* **AIM OF THE EXERCISE**:
Write out the entire listing below exactly, with the pictures left out.

* **DATA PROVIDED**:
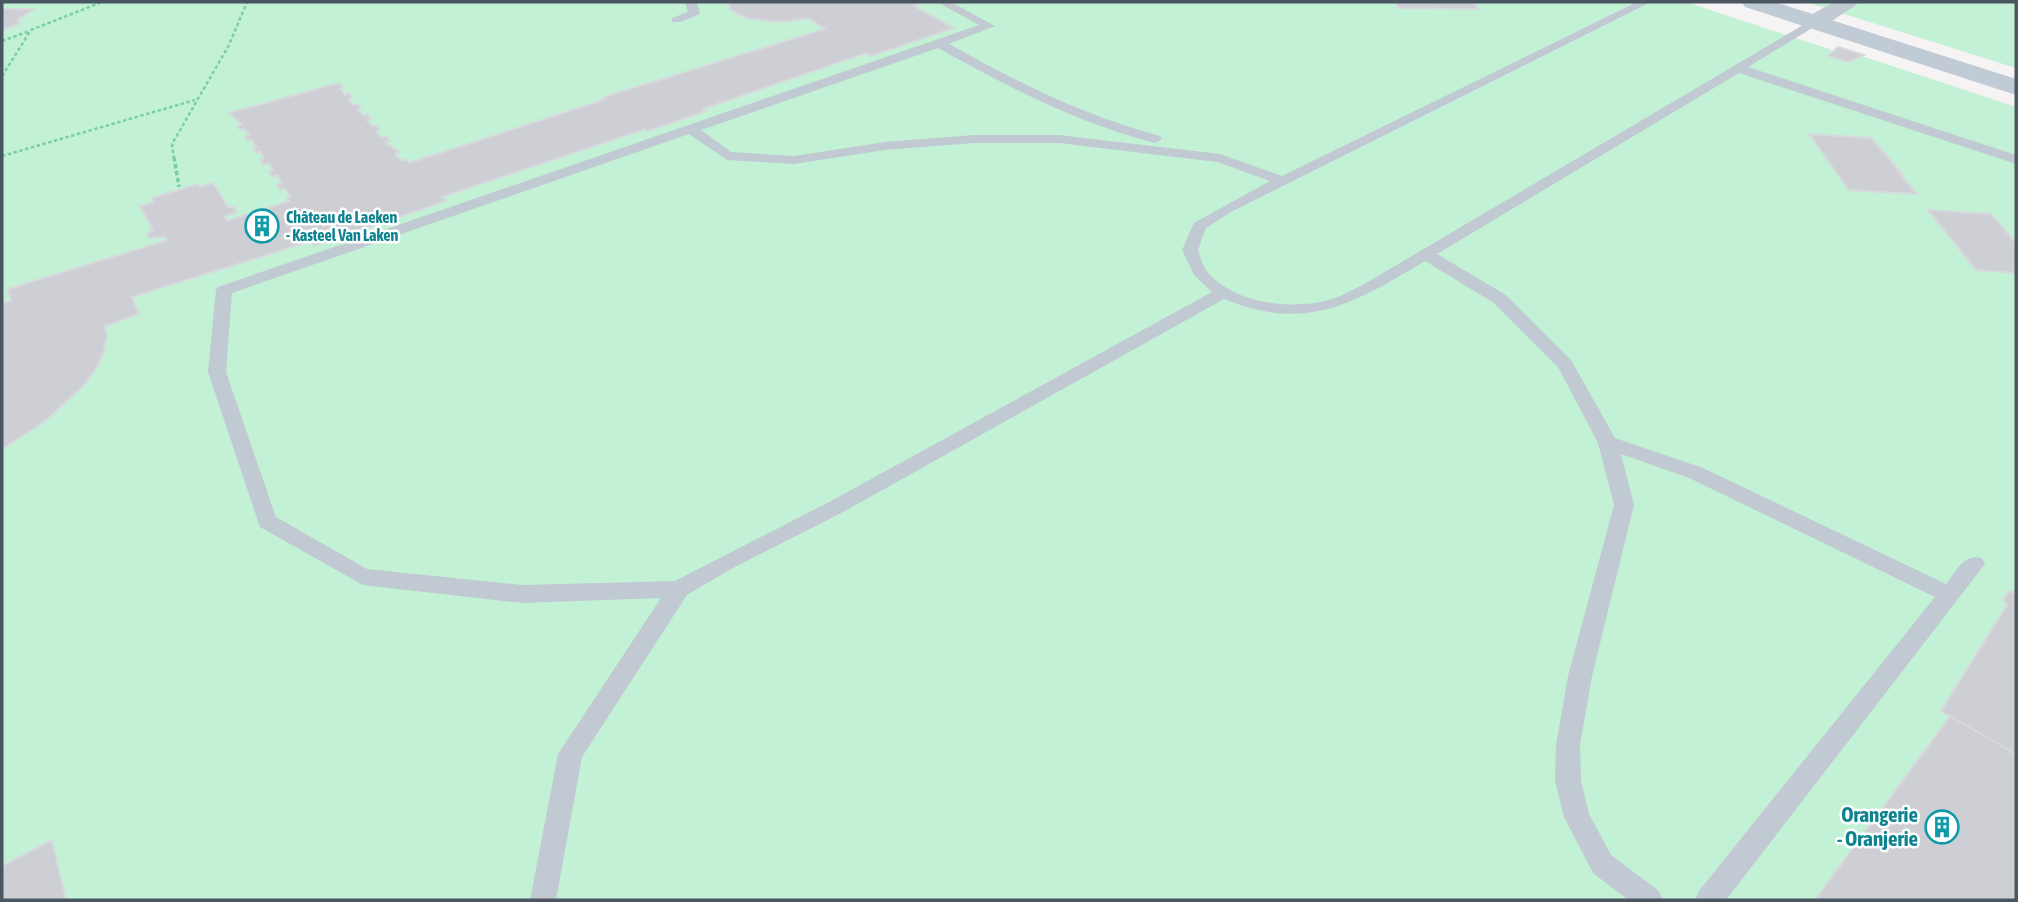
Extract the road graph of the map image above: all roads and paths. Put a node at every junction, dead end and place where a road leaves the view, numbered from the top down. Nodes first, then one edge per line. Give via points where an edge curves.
1 (102, 2) edge
2 (247, 2) edge
3 (691, 2) edge
4 (943, 2) edge
5 (1645, 2) edge
6 (1753, 2) edge
7 (1849, 2) edge
8 (676, 20) dead end
9 (1815, 22) junction
10 (31, 30) junction
11 (2, 41) edge
12 (939, 43) junction
13 (1737, 68) junction
14 (2, 76) edge
15 (2016, 87) edge
16 (196, 100) junction
17 (691, 129) junction
18 (2, 156) edge
19 (1220, 158) junction
20 (2016, 160) edge
21 (1283, 181) junction
22 (179, 187) dead end
23 (1425, 254) junction
24 (1222, 293) junction
25 (1608, 443) junction
26 (1974, 564) dead end
27 (679, 589) junction
28 (1950, 595) junction
29 (543, 900) edge
30 (1649, 900) edge
31 (1709, 900) edge

1 - 10 path
2 - 16 path via 229,45
3 - 8 lane via 694,14
4 - 12 lane via 989,26
5 - 21 lane
6 - 9 main road
7 - 9 street
9 - 13 lane
9 - 15 main road
10 - 11 path
10 - 14 path
12 - 17 lane
12 - 19 lane via 1029,93 1102,124
13 - 20 lane
13 - 23 lane
16 - 18 path
16 - 22 path via 172,144
17 - 19 lane via 727,156 794,160 974,139 1059,139
17 - 27 lane via 224,290 217,372 267,522 363,577 522,594
19 - 21 lane
21 - 24 lane via 1199,226 1190,250 1199,272
23 - 24 lane via 1333,304 1286,309
23 - 25 lane via 1500,299 1565,364
24 - 27 lane
25 - 28 lane via 1696,473
25 - 30 lane via 1624,505 1580,676 1567,745 1568,781 1577,817 1602,864
26 - 28 lane
27 - 29 lane via 570,754
28 - 31 lane

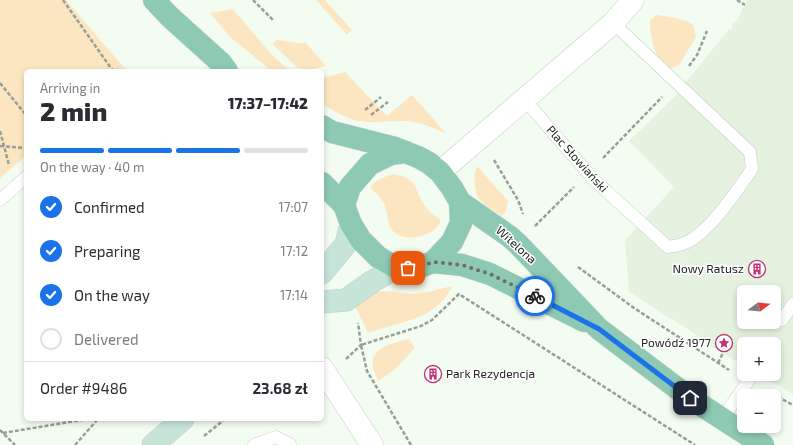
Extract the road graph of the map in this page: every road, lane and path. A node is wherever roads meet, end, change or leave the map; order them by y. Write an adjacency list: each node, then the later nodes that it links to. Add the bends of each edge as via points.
1 (63, 0): 10 (path)
2 (154, 0): 9 (main road)
3 (253, 0): 7 (path)
4 (633, 0): 8 (street)
5 (737, 0): 6 (path)
6 (745, 5)
7 (274, 21)
8 (613, 23): 13 (street); 13 (lane, Plac Słowiański, via 750,152 752,169 734,196 707,227 690,241 668,247 593,179)
9 (228, 68)
10 (112, 69)
11 (0, 83): 16 (path)
12 (381, 97): 15 (path)
13 (525, 100): 20 (street)
14 (388, 102): 17 (path)
15 (365, 110)
16 (24, 113)
17 (367, 118)
18 (324, 127): 23 (main road, via 332,132)
19 (0, 131): 21 (path)
20 (480, 138): 24 (street); 31 (path, via 518,200)
21 (2, 146): 22 (path); 26 (path)
22 (24, 148)
23 (406, 152): 24 (main road, via 429,163); 30 (main road, via 391,154 370,164 350,187)
24 (440, 172): 29 (main road)
25 (24, 179): 26 (lane)
26 (15, 186): 28 (lane)
27 (324, 186): 30 (main road)
28 (0, 200)
29 (460, 202): 32 (main road, via 461,222 452,242); 39 (main road, Witelona, via 518,244)
30 (347, 215): 34 (main road, via 361,240 378,257); 35 (street, via 346,244)
31 (525, 219)
32 (433, 262): 34 (main road, via 420,267); 39 (main road, Witelona, via 462,265 490,274)
33 (573, 263): 41 (path, via 634,308)
34 (397, 268): 36 (street, via 346,300)
35 (324, 271)
36 (324, 302)
37 (793, 304): 38 (lane)
38 (782, 320)
39 (599, 329): 47 (main road, Witelona)
40 (723, 353): 41 (path)
41 (718, 363): 43 (path)
42 (324, 371): 60 (street)
43 (737, 371)
44 (748, 381): 47 (lane)
45 (757, 381): 46 (path)
46 (793, 405)
47 (722, 419): 63 (main road, Witelona)
48 (76, 421): 53 (path)
49 (96, 421): 58 (path)
50 (181, 421): 55 (street)
51 (223, 421): 54 (path)
52 (0, 430): 53 (path)
53 (4, 433): 57 (path)
54 (204, 436)
55 (163, 442)
56 (290, 444): 59 (lane, via 276,437)
57 (15, 445)
58 (75, 445)
59 (254, 445)
60 (372, 445)
61 (411, 445): 62 (path, via 367,371 361,344 421,326 432,320 459,294)
62 (695, 445)
63 (763, 445)

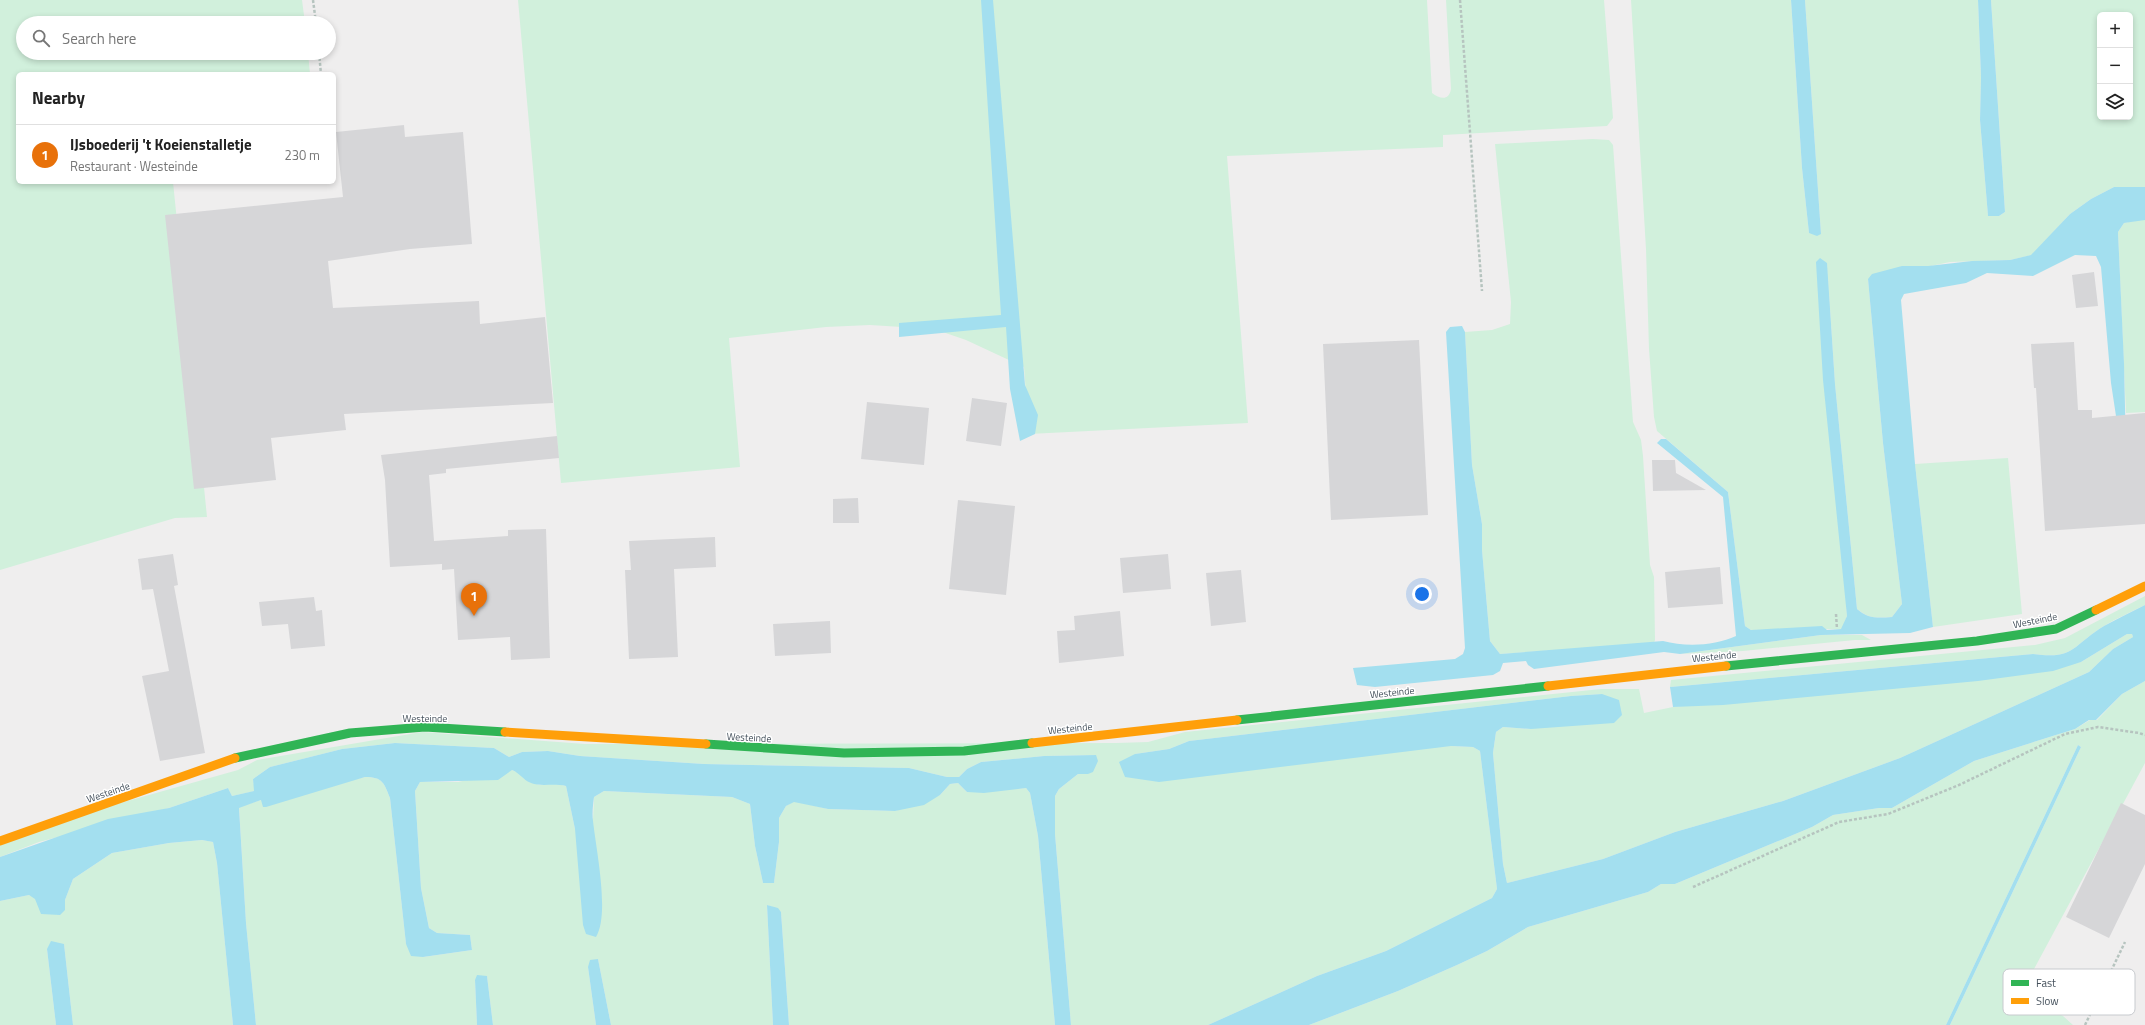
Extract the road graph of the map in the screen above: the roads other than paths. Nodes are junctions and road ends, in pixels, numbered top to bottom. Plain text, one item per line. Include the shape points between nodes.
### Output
1 (2145, 586) edge
2 (0, 841) edge

1 - 2 street, Westeinde via 2056,629 1977,641 1841,653 964,751 844,753 425,727 350,733 239,757

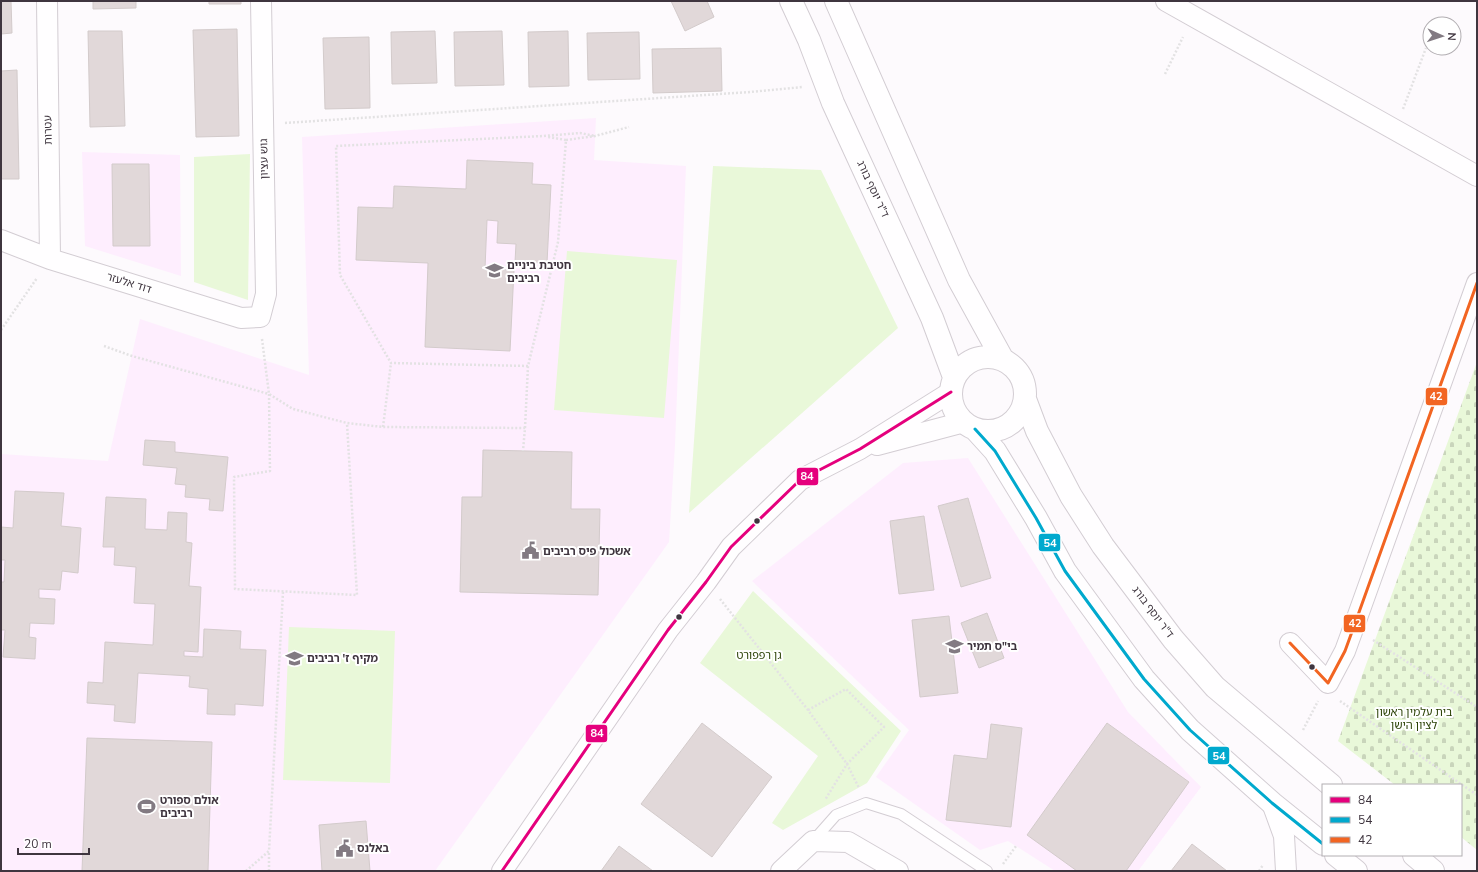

* **RESPONSE AREA**:
Extract the road graph of the map image above: all roads and paths. Put a node at every junction, dead end and place where a road leaves the view, numbered from the top down. Nodes first, then one edge per line. Give via points where an edge curves.
1 (102, 2) edge
2 (247, 2) edge
3 (691, 2) edge
4 (943, 2) edge
5 (1645, 2) edge
6 (1753, 2) edge
7 (1849, 2) edge
8 (676, 20) dead end
9 (1815, 22) junction
10 (31, 30) junction
11 (2, 41) edge
12 (939, 43) junction
13 (1737, 68) junction
14 (2, 76) edge
15 (2016, 87) edge
16 (196, 100) junction
17 (691, 129) junction
18 (2, 156) edge
19 (1220, 158) junction
20 (2016, 160) edge
21 (1283, 181) junction
22 (179, 187) dead end
23 (1425, 254) junction
24 (1222, 293) junction
25 (1608, 443) junction
26 (1974, 564) dead end
27 (679, 589) junction
28 (1950, 595) junction
29 (543, 900) edge
30 (1649, 900) edge
31 (1709, 900) edge

1 - 10 path
2 - 16 path via 229,45
3 - 8 lane via 694,14
4 - 12 lane via 989,26
5 - 21 lane
6 - 9 main road
7 - 9 street
9 - 13 lane
9 - 15 main road
10 - 11 path
10 - 14 path
12 - 17 lane
12 - 19 lane via 1029,93 1102,124
13 - 20 lane
13 - 23 lane
16 - 18 path
16 - 22 path via 172,144
17 - 19 lane via 727,156 794,160 974,139 1059,139
17 - 27 lane via 224,290 217,372 267,522 363,577 522,594
19 - 21 lane
21 - 24 lane via 1199,226 1190,250 1199,272
23 - 24 lane via 1333,304 1286,309
23 - 25 lane via 1500,299 1565,364
24 - 27 lane
25 - 28 lane via 1696,473
25 - 30 lane via 1624,505 1580,676 1567,745 1568,781 1577,817 1602,864
26 - 28 lane
27 - 29 lane via 570,754
28 - 31 lane

Extract the road graph of the map in this page: every road, lane and path. A node is wherever roads meet, end, change or leave the map; order them by y. Write an adjacency list: each node, then the later nodes that it links to. Add the bends of each edge as via points.
1 (63, 0): 10 (path)
2 (154, 0): 9 (main road)
3 (253, 0): 7 (path)
4 (633, 0): 8 (street)
5 (737, 0): 6 (path)
6 (745, 5)
7 (274, 21)
8 (613, 23): 13 (street); 13 (lane, Plac Słowiański, via 750,152 752,169 734,196 707,227 690,241 668,247 593,179)
9 (228, 68)
10 (112, 69)
11 (0, 83): 16 (path)
12 (381, 97): 15 (path)
13 (525, 100): 20 (street)
14 (388, 102): 17 (path)
15 (365, 110)
16 (24, 113)
17 (367, 118)
18 (324, 127): 23 (main road, via 332,132)
19 (0, 131): 21 (path)
20 (480, 138): 24 (street); 31 (path, via 518,200)
21 (2, 146): 22 (path); 26 (path)
22 (24, 148)
23 (406, 152): 24 (main road, via 429,163); 30 (main road, via 391,154 370,164 350,187)
24 (440, 172): 29 (main road)
25 (24, 179): 26 (lane)
26 (15, 186): 28 (lane)
27 (324, 186): 30 (main road)
28 (0, 200)
29 (460, 202): 32 (main road, via 461,222 452,242); 39 (main road, Witelona, via 518,244)
30 (347, 215): 34 (main road, via 361,240 378,257); 35 (street, via 346,244)
31 (525, 219)
32 (433, 262): 34 (main road, via 420,267); 39 (main road, Witelona, via 462,265 490,274)
33 (573, 263): 41 (path, via 634,308)
34 (397, 268): 36 (street, via 346,300)
35 (324, 271)
36 (324, 302)
37 (793, 304): 38 (lane)
38 (782, 320)
39 (599, 329): 47 (main road, Witelona)
40 (723, 353): 41 (path)
41 (718, 363): 43 (path)
42 (324, 371): 60 (street)
43 (737, 371)
44 (748, 381): 47 (lane)
45 (757, 381): 46 (path)
46 (793, 405)
47 (722, 419): 63 (main road, Witelona)
48 (76, 421): 53 (path)
49 (96, 421): 58 (path)
50 (181, 421): 55 (street)
51 (223, 421): 54 (path)
52 (0, 430): 53 (path)
53 (4, 433): 57 (path)
54 (204, 436)
55 (163, 442)
56 (290, 444): 59 (lane, via 276,437)
57 (15, 445)
58 (75, 445)
59 (254, 445)
60 (372, 445)
61 (411, 445): 62 (path, via 367,371 361,344 421,326 432,320 459,294)
62 (695, 445)
63 (763, 445)

Extract the road graph of the map in the screen above: the roads other than paths. Nodes are junctions and road ends, in pixels, numbered top to bottom. Plain text, one item per line. Include the shape points between nodes.
### Output
1 (2145, 586) edge
2 (0, 841) edge

1 - 2 street, Westeinde via 2056,629 1977,641 1841,653 964,751 844,753 425,727 350,733 239,757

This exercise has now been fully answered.